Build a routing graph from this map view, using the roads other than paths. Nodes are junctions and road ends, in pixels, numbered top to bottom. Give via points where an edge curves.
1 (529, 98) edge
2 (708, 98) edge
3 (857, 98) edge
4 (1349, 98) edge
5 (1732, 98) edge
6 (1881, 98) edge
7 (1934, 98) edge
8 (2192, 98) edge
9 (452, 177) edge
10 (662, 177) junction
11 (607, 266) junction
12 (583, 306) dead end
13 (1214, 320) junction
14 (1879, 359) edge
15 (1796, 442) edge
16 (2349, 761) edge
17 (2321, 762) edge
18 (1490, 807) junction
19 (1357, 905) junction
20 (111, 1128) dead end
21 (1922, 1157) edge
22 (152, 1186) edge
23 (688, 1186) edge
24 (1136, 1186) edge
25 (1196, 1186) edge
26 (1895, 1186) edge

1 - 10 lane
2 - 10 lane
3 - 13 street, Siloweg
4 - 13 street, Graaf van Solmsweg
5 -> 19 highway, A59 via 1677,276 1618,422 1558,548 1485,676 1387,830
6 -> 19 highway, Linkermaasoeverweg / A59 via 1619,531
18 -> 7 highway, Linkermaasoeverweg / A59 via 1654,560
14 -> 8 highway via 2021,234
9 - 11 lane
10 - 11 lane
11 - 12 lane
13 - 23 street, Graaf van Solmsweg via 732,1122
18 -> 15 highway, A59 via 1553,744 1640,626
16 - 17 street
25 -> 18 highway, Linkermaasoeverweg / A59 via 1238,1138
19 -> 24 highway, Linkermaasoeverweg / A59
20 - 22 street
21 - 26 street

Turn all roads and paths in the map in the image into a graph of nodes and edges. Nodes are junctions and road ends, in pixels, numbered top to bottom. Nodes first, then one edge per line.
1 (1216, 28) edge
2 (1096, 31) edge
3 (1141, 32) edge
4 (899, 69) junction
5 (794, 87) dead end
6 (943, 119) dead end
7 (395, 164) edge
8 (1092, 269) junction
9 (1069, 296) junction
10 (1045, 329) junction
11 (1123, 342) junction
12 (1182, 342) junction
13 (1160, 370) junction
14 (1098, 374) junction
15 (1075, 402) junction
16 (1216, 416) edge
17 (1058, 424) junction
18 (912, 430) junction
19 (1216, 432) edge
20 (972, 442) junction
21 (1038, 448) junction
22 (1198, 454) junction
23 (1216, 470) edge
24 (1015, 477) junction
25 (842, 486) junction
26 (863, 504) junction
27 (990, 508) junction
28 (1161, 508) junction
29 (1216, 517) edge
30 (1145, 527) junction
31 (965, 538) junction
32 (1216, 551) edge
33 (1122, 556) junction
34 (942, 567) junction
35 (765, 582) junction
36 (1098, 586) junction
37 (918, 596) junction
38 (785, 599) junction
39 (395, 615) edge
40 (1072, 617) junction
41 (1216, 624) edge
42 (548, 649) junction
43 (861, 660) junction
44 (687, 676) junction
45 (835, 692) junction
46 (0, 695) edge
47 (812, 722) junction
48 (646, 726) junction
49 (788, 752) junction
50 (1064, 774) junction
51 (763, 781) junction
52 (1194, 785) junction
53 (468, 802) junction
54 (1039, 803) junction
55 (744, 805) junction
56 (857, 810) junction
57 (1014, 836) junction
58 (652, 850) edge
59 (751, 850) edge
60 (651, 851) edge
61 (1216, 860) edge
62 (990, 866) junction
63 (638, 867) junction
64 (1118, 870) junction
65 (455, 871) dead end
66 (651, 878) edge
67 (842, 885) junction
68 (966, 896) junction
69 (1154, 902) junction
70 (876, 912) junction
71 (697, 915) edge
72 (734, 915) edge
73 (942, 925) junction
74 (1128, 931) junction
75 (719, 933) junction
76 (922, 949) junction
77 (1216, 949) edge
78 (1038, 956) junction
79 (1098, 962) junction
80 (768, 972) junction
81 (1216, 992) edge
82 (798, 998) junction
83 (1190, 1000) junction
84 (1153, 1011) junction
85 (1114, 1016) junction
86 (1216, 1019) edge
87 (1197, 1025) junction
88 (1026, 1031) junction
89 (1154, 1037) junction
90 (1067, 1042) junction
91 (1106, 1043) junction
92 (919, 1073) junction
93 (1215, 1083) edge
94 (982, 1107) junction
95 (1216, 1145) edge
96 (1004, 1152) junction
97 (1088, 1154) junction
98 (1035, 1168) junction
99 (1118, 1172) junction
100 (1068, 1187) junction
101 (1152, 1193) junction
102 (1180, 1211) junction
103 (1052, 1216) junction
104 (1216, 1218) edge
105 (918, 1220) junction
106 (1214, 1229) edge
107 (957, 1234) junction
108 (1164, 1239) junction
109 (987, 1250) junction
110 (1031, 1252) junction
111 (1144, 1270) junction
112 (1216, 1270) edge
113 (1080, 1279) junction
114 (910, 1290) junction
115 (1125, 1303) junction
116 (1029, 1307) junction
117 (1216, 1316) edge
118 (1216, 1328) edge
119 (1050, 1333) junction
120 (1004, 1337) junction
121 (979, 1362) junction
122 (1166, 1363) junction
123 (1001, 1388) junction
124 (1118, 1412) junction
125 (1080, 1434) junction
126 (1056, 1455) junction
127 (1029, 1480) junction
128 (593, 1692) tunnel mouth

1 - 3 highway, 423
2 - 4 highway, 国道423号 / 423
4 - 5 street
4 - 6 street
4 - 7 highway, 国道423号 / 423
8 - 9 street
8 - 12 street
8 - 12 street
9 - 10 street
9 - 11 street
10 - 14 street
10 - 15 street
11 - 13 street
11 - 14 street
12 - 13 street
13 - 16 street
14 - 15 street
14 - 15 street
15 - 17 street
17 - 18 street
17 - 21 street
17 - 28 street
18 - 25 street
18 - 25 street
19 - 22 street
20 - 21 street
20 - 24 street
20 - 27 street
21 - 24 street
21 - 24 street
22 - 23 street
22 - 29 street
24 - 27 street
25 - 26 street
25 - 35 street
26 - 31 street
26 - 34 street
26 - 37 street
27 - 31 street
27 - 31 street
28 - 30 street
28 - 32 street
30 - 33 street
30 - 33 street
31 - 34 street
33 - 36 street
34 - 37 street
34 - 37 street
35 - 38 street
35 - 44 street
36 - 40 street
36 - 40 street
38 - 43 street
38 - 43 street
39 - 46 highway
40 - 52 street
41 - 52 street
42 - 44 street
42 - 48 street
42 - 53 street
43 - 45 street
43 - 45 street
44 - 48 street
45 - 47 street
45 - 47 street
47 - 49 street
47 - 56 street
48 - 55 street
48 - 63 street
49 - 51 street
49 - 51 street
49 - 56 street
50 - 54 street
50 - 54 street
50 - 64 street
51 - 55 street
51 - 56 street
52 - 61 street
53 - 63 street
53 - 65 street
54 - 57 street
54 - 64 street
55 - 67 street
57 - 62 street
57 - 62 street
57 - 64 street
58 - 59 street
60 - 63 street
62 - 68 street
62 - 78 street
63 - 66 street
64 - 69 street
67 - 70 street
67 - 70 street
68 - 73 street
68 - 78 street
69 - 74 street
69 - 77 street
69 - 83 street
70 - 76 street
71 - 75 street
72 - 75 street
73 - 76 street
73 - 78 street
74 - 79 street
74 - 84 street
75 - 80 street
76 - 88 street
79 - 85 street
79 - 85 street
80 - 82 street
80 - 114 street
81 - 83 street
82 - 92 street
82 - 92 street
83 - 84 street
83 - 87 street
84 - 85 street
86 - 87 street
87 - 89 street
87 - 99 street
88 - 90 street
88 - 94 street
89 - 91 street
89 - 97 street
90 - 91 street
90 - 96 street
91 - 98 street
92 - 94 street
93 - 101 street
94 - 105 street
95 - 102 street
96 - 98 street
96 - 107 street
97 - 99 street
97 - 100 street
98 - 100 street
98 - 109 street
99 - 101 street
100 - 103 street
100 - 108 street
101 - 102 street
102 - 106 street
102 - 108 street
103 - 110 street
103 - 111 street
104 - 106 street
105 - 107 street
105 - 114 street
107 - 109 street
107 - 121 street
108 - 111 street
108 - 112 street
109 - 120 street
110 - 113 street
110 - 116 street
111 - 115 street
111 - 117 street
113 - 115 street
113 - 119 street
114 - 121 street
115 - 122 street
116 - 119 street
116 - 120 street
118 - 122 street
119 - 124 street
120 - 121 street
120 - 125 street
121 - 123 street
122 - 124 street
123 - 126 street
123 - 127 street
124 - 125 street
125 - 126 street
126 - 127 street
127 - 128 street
* * *
Task directions —
Looking through the records, copy out every line in which the word "Solmsweg" is found.

Answer below —
4 - 13 street, Graaf van Solmsweg
13 - 23 street, Graaf van Solmsweg via 732,1122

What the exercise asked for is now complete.